Known to viewers as Mycroft, Sherlock’s steely, mysterious older brother, Mark is also responsible for writing this series’ episode two, The Hounds Of Baskerville, arguably, Conan Doyle’s most famous book, Mark discusses setting about updating such a classic.
“My idea for Baskerville was, as ever, to look for the ‘modern’. So rather than setting it in a spooky old house, I wanted to find the sort of thing that frightens us today. We’re still a very credulous species but we tend to be more afraid of secret goings-on and conspiracy theories. So I thought, what about a scary weapons research place out on Dartmoor? Where secret animal experimentation or something similarly terrible was taking place.”
“The reputation of the story was obviously a challenge”, says Mark, “it’s the most famous and best-loved of them all. No pressure! At its heart, though, it’s a horror story and horror is a big part of the appeal of Sherlock Holmes. I wanted to make it the scariest version there’s ever been. Trying to work that out almost killed me!”
Mark, a lifelong Conan Doyle fan, sheds some light on what he thinks it is that appeals to people about Sherlock
“He’s a mass of contradictions and that makes him fascinating. He’s cold, aloof, arrogant, dangerous, therefore, absolutely magnetically attractive. It works in real life as well, but ultimately people would not remember Sherlock Holmes and Dr Watson if Conan Doyle had not been a genius writer, what he created was pure gold. It’s precisely because of those things that we love them.”
With viewing figures of over nine million and having sold in over 180 countries worldwide, it’s fair to say Mark Gatiss and Steven Moffat, have introduced a whole new audience to Sherlock Holmes.
Mark says: “The most wonderful and moving thing that happened to me throughout the whole series, was getting a letter from a woman whose son was profoundly dyslexic, who had never read a book in his life and he’s now read all of the Conan Doyle books. The entire canon of Sherlock Holmes is fantastic and sales of the old stories have gone up and I couldn’t think of anything more brilliant than for people to be pointed back towards Doyle, who is the well spring of all of this. And still a criminally under-rated genius writer.”
Steven Moffat
It’s a different feeling, being back for a second series, says Steven: “Last time nobody knew about us and there was some scepticism about ‘modernising’ Sherlock Holmes. And now look at Benedict and Martin, they are so famous in those roles! So far the series has sold in over 180 countries worldwide, so it’s a very big change.”

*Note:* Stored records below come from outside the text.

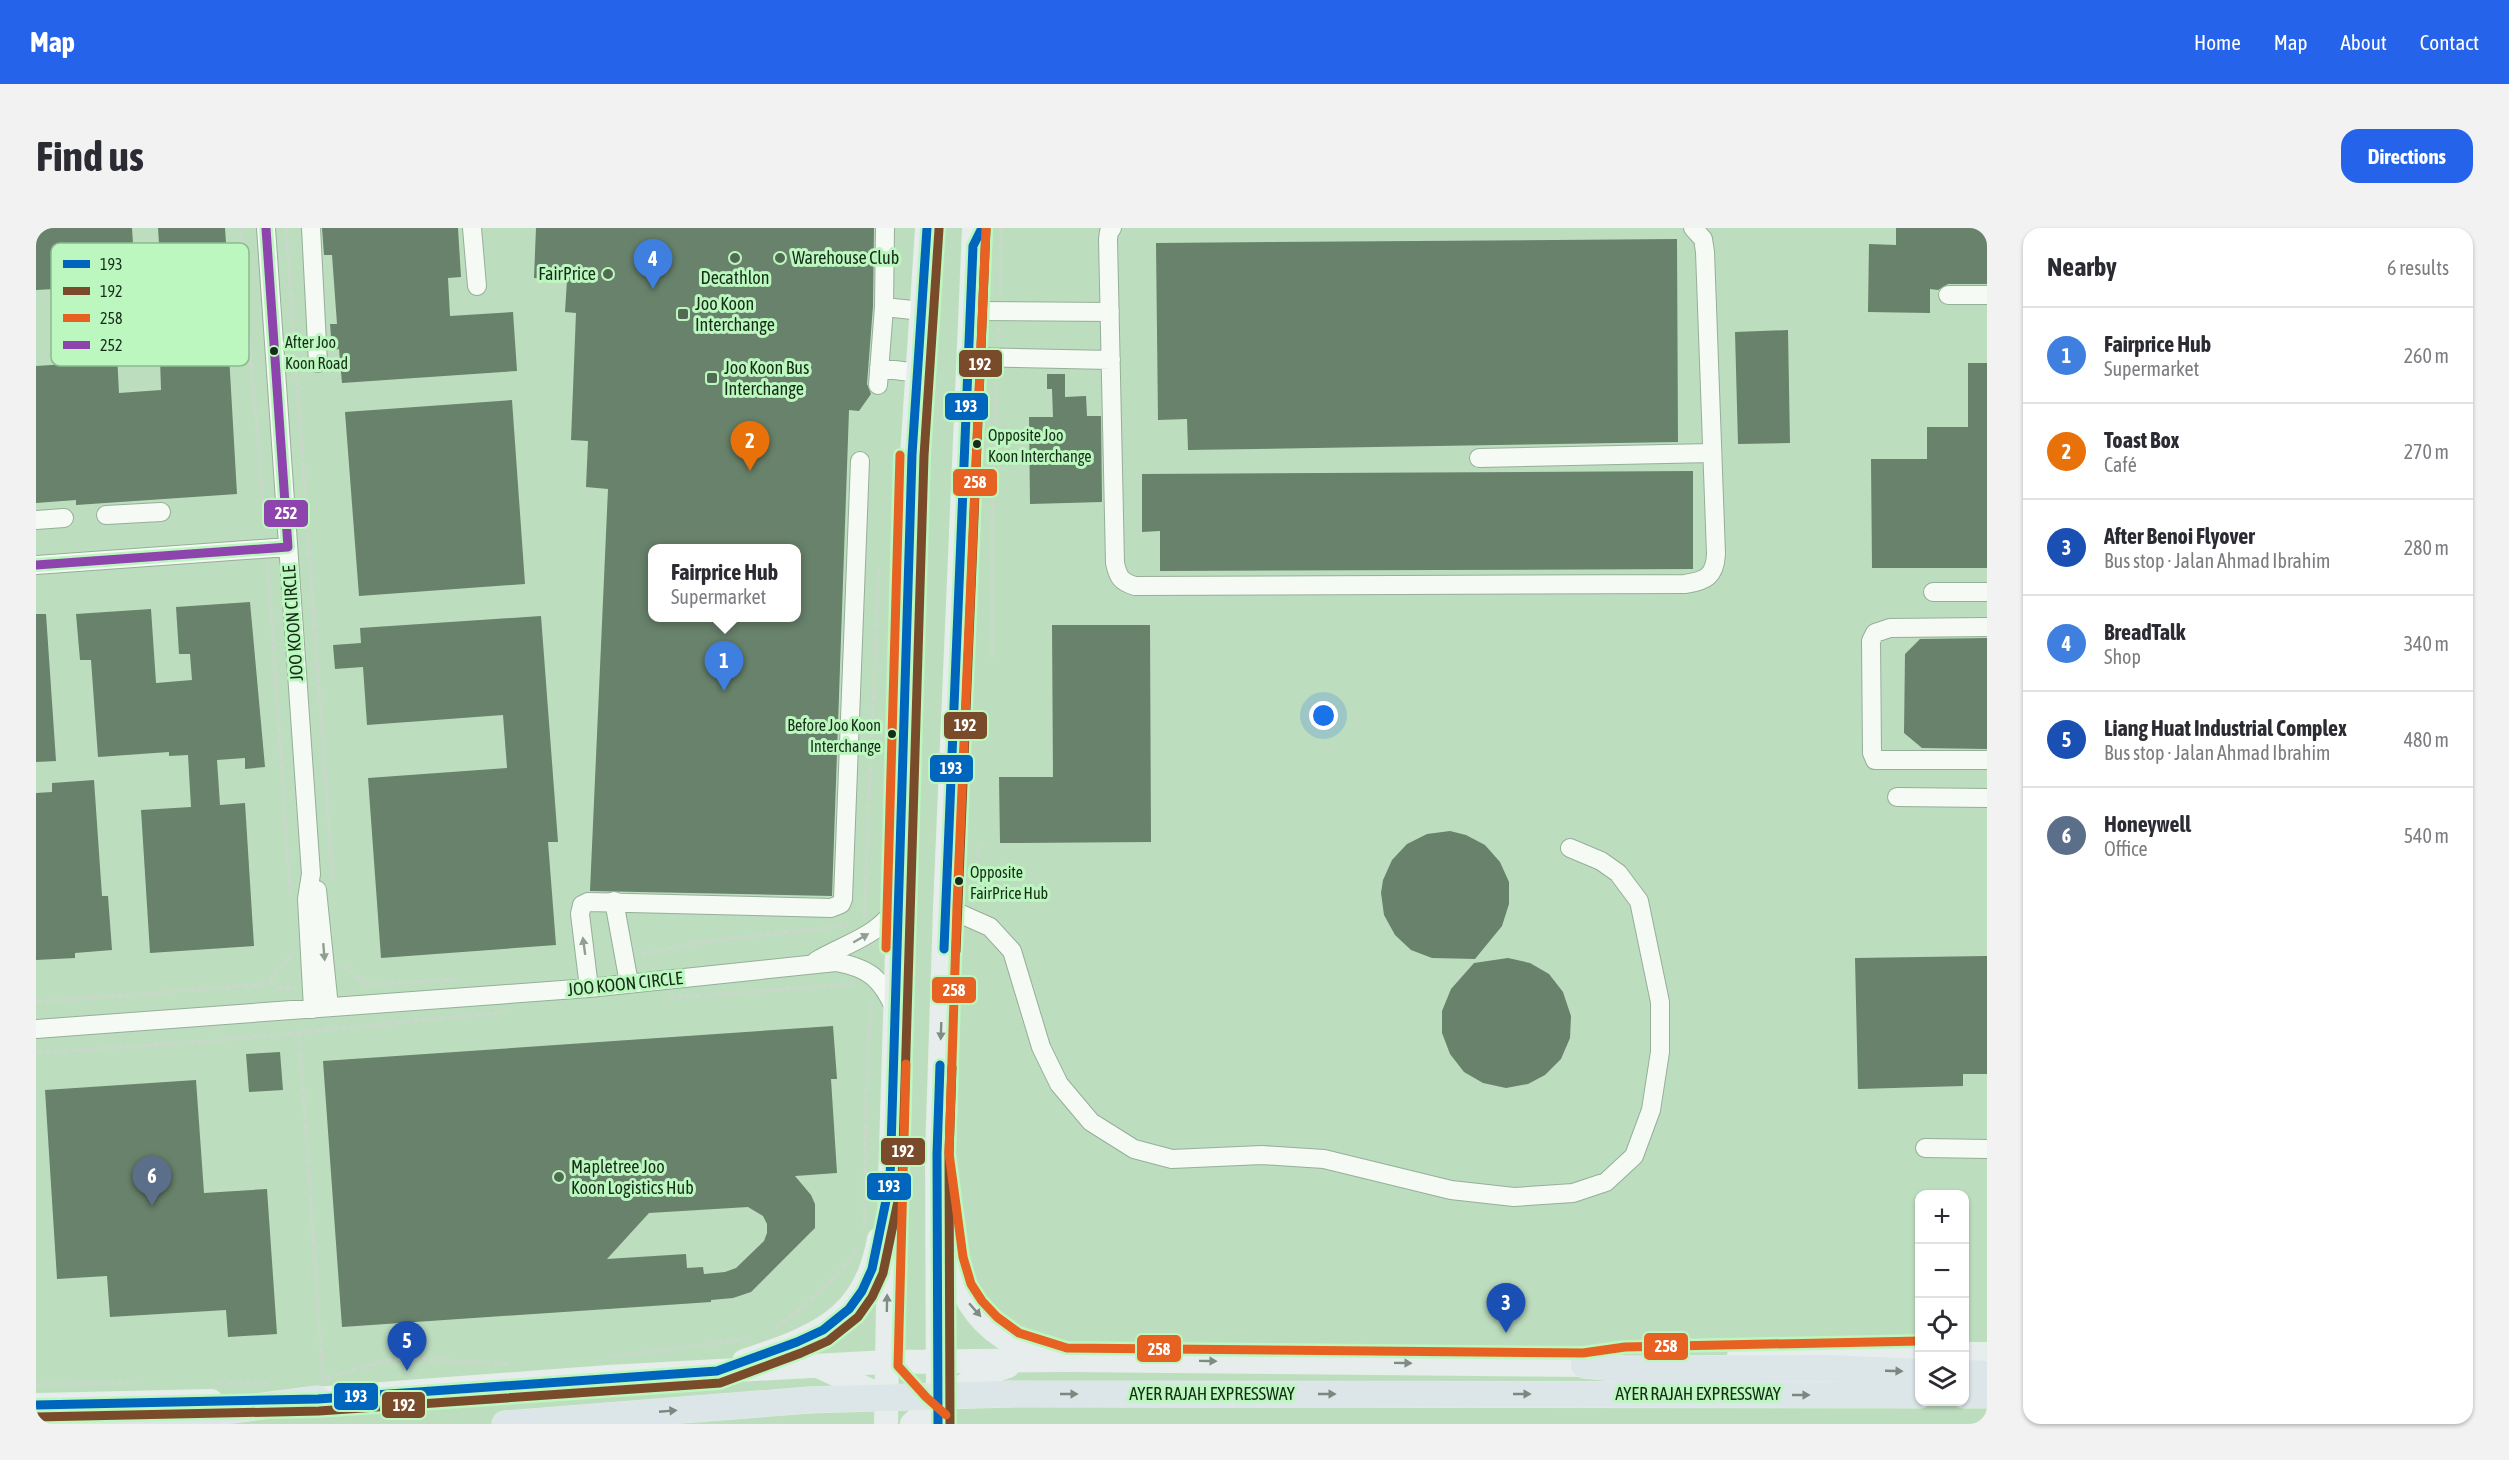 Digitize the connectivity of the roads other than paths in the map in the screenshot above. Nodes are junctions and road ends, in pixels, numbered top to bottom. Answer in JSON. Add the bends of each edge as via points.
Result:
{"nodes":[{"id":1,"x":266,"y":228,"type":"edge"},
{"id":2,"x":311,"y":228,"type":"edge"},
{"id":3,"x":472,"y":228,"type":"edge"},
{"id":4,"x":885,"y":228,"type":"edge"},
{"id":5,"x":922,"y":228,"type":"edge"},
{"id":6,"x":927,"y":228,"type":"edge"},
{"id":7,"x":1112,"y":228,"type":"edge"},
{"id":8,"x":1693,"y":228,"type":"edge"},
{"id":9,"x":976,"y":234,"type":"edge"},
{"id":10,"x":926,"y":265,"type":"junction"},
{"id":11,"x":477,"y":286,"type":"dead end"},
{"id":12,"x":1948,"y":295,"type":"dead end"},
{"id":13,"x":1987,"y":296,"type":"edge"},
{"id":14,"x":884,"y":307,"type":"junction"},
{"id":15,"x":922,"y":311,"type":"junction"},
{"id":16,"x":971,"y":311,"type":"junction"},
{"id":17,"x":1110,"y":312,"type":"junction"},
{"id":18,"x":969,"y":357,"type":"junction"},
{"id":19,"x":1111,"y":360,"type":"junction"},
{"id":20,"x":318,"y":363,"type":"dead end"},
{"id":21,"x":918,"y":373,"type":"junction"},
{"id":22,"x":1712,"y":453,"type":"junction"},
{"id":23,"x":1479,"y":458,"type":"dead end"},
{"id":24,"x":860,"y":461,"type":"dead end"},
{"id":25,"x":161,"y":512,"type":"dead end"},
{"id":26,"x":106,"y":515,"type":"dead end"},
{"id":27,"x":64,"y":518,"type":"dead end"},
{"id":28,"x":36,"y":520,"type":"edge"},
{"id":29,"x":288,"y":547,"type":"junction"},
{"id":30,"x":36,"y":565,"type":"edge"},
{"id":31,"x":1933,"y":592,"type":"dead end"},
{"id":32,"x":1987,"y":592,"type":"edge"},
{"id":33,"x":1987,"y":627,"type":"edge"},
{"id":34,"x":1987,"y":760,"type":"edge"},
{"id":35,"x":1897,"y":797,"type":"dead end"},
{"id":36,"x":1987,"y":798,"type":"edge"},
{"id":37,"x":1570,"y":848,"type":"dead end"},
{"id":38,"x":900,"y":900,"type":"junction"},
{"id":39,"x":614,"y":901,"type":"junction"},
{"id":40,"x":945,"y":907,"type":"junction"},
{"id":41,"x":812,"y":964,"type":"junction"},
{"id":42,"x":629,"y":983,"type":"junction"},
{"id":43,"x":589,"y":988,"type":"junction"},
{"id":44,"x":321,"y":1008,"type":"junction"},
{"id":45,"x":896,"y":1010,"type":"junction"},
{"id":46,"x":36,"y":1029,"type":"edge"},
{"id":47,"x":1925,"y":1148,"type":"dead end"},
{"id":48,"x":1987,"y":1149,"type":"edge"},
{"id":49,"x":947,"y":1157,"type":"junction"},
{"id":50,"x":890,"y":1180,"type":"junction"},
{"id":51,"x":1915,"y":1353,"type":"edge"},
{"id":52,"x":1969,"y":1354,"type":"edge"},
{"id":53,"x":1987,"y":1354,"type":"edge"},
{"id":54,"x":1023,"y":1360,"type":"junction"},
{"id":55,"x":1065,"y":1360,"type":"junction"},
{"id":56,"x":937,"y":1362,"type":"junction"},
{"id":57,"x":816,"y":1365,"type":"junction"},
{"id":58,"x":1584,"y":1365,"type":"junction"},
{"id":59,"x":886,"y":1366,"type":"junction"},
{"id":60,"x":717,"y":1371,"type":"junction"},
{"id":61,"x":1915,"y":1372,"type":"edge"},
{"id":62,"x":1969,"y":1373,"type":"edge"},
{"id":63,"x":1987,"y":1374,"type":"edge"},
{"id":64,"x":318,"y":1386,"type":"junction"},
{"id":65,"x":1915,"y":1395,"type":"edge"},
{"id":66,"x":1969,"y":1395,"type":"edge"},
{"id":67,"x":1987,"y":1395,"type":"edge"},
{"id":68,"x":886,"y":1397,"type":"junction"},
{"id":69,"x":36,"y":1405,"type":"edge"},
{"id":70,"x":923,"y":1416,"type":"edge"},
{"id":71,"x":49,"y":1424,"type":"edge"},
{"id":72,"x":505,"y":1424,"type":"edge"},
{"id":73,"x":885,"y":1424,"type":"edge"}],
"edges":[{"from":1,"to":29,"type":"street","name":"JOO KOON CIRCLE"},
{"from":2,"to":20,"type":"street"},
{"from":3,"to":11,"type":"street"},
{"from":4,"to":14,"type":"street"},
{"from":5,"to":10,"type":"main road"},
{"from":6,"to":10,"type":"main road"},
{"from":7,"to":17,"type":"street","via":[[1108,239]]},
{"from":8,"to":22,"type":"street","via":[[1703,239],[1705,252]]},
{"from":9,"to":16,"type":"main road"},
{"from":10,"to":15,"type":"main road"},
{"from":12,"to":13,"type":"street"},
{"from":14,"to":15,"type":"street"},
{"from":14,"to":21,"type":"street","via":[[879,376]]},
{"from":15,"to":21,"type":"main road"},
{"from":16,"to":17,"type":"street"},
{"from":16,"to":18,"type":"main road"},
{"from":17,"to":19,"type":"street"},
{"from":18,"to":19,"type":"street"},
{"from":18,"to":40,"type":"main road"},
{"from":19,"to":22,"type":"street","via":[[1115,563],[1118,577],[1136,586],[1701,582],[1712,575],[1715,567]]},
{"from":21,"to":38,"type":"main road","via":[[912,455]]},
{"from":22,"to":23,"type":"street"},
{"from":24,"to":39,"type":"street","via":[[840,904],[831,908]]},
{"from":25,"to":26,"type":"street"},
{"from":27,"to":28,"type":"street"},
{"from":29,"to":30,"type":"street"},
{"from":29,"to":44,"type":"street","name":"JOO KOON CIRCLE","via":[[311,874],[307,899]]},
{"from":31,"to":32,"type":"street"},
{"from":33,"to":34,"type":"street","via":[[1890,628],[1875,633],[1871,641],[1875,760]]},
{"from":35,"to":36,"type":"street"},
{"from":37,"to":40,"type":"street","via":[[1618,873],[1639,901],[1660,1002],[1660,1052],[1651,1110],[1634,1156],[1606,1182],[1573,1193],[1514,1197],[1451,1190],[1324,1159],[1262,1155],[1172,1159],[1134,1149],[1091,1122],[1059,1084],[1041,1047],[1012,951],[990,927]]},
{"from":41,"to":38,"type":"street","name":"JOO KOON CIRCLE","one_way":true,"via":[[873,931],[886,921]]},
{"from":38,"to":45,"type":"main road"},
{"from":39,"to":42,"type":"street"},
{"from":43,"to":39,"type":"street","one_way":true,"via":[[582,905]]},
{"from":40,"to":49,"type":"main road","one_way":true},
{"from":41,"to":42,"type":"street","name":"JOO KOON CIRCLE"},
{"from":41,"to":45,"type":"street","name":"JOO KOON CIRCLE","via":[[836,962],[870,974],[886,989]]},
{"from":42,"to":43,"type":"street","name":"JOO KOON CIRCLE"},
{"from":43,"to":44,"type":"street","name":"JOO KOON CIRCLE"},
{"from":44,"to":46,"type":"street","name":"JOO KOON CIRCLE"},
{"from":45,"to":50,"type":"main road"},
{"from":47,"to":48,"type":"street"},
{"from":49,"to":55,"type":"main road","one_way":true,"via":[[951,1260],[960,1289],[989,1326],[1014,1344]]},
{"from":49,"to":56,"type":"main road"},
{"from":59,"to":50,"type":"main road","one_way":true},
{"from":50,"to":60,"type":"main road","via":[[872,1269],[849,1309],[806,1338]]},
{"from":51,"to":58,"type":"main road","via":[[1624,1359]]},
{"from":52,"to":53,"type":"main road"},
{"from":54,"to":55,"type":"main road"},
{"from":54,"to":56,"type":"main road"},
{"from":54,"to":70,"type":"main road","via":[[991,1371]]},
{"from":55,"to":58,"type":"main road","one_way":true},
{"from":56,"to":59,"type":"main road"},
{"from":56,"to":70,"type":"main road"},
{"from":57,"to":59,"type":"main road"},
{"from":57,"to":60,"type":"main road"},
{"from":57,"to":68,"type":"main road"},
{"from":58,"to":61,"type":"highway","one_way":true,"via":[[1624,1369]]},
{"from":59,"to":68,"type":"main road"},
{"from":59,"to":70,"type":"main road"},
{"from":60,"to":64,"type":"main road"},
{"from":62,"to":63,"type":"highway"},
{"from":64,"to":69,"type":"main road"},
{"from":64,"to":71,"type":"highway","via":[[232,1410]]},
{"from":72,"to":65,"type":"highway","name":"AYER RAJAH EXPRESSWAY","one_way":true,"bridge":true,"via":[[810,1400],[1011,1394]]},
{"from":66,"to":67,"type":"highway"},
{"from":68,"to":70,"type":"main road"},
{"from":68,"to":73,"type":"main road"}]}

The big challenge in that case has to be – how do you follow such a success?
“Well this year, knowing we were a huge hit, I suppose we felt let’s do the three big things, The Woman, the Hound and the Fall.”
“Instead of making people wait years and years, we thought – to hell with deferred pleasure, let’s just do it now, more, sooner, faster!”
“That also means we see three different sides to Sherlock. We have Sherlock and love, Sherlock and fear and Sherlock and death. He definitely goes through the mill in this new series.”
Steven who fell in love with Conan Doyle’s Sherlock Holmes books as a child says he and co-creator Mark Gatiss are the biggest Sherlock Homes fans.
“We are the biggest Sherlock Holmes geeks in the world. This has become such an enormous international hit, it’s sort of preposterous, it’s like our vanity project, it’s our hobby. And yet everybody has joined in!”
In response to suggestions that there should have been more than three episodes, Steven says:
“We think of them as films because they are ninety minutes long and once we knew we weren’t doing hour long episodes they needed to be on that sort of scale. They have to have the size and weight of a movie.”
As to how he feels the two series compare, Steven explains
“I think the first series was more about John Watson being redeemed from being a massively traumatised war veteran into a bit of a hero. This year it’s more about the forging of the mighty Sherlock Holmes.”
And as to what it is that make the stories so enduring, Steven adds
“We’ve almost forgotten how good the characters of these stories are. They’re not just an old artefact that has become, by accident, venerated. They are in my opinion, without a doubt, the biggest hit in fiction, since their launch over a 100 years ago in the Strand Magazine, it’s now a hit movie series and a hit television series right now and its down to the characters who are perfect, they are brilliant.”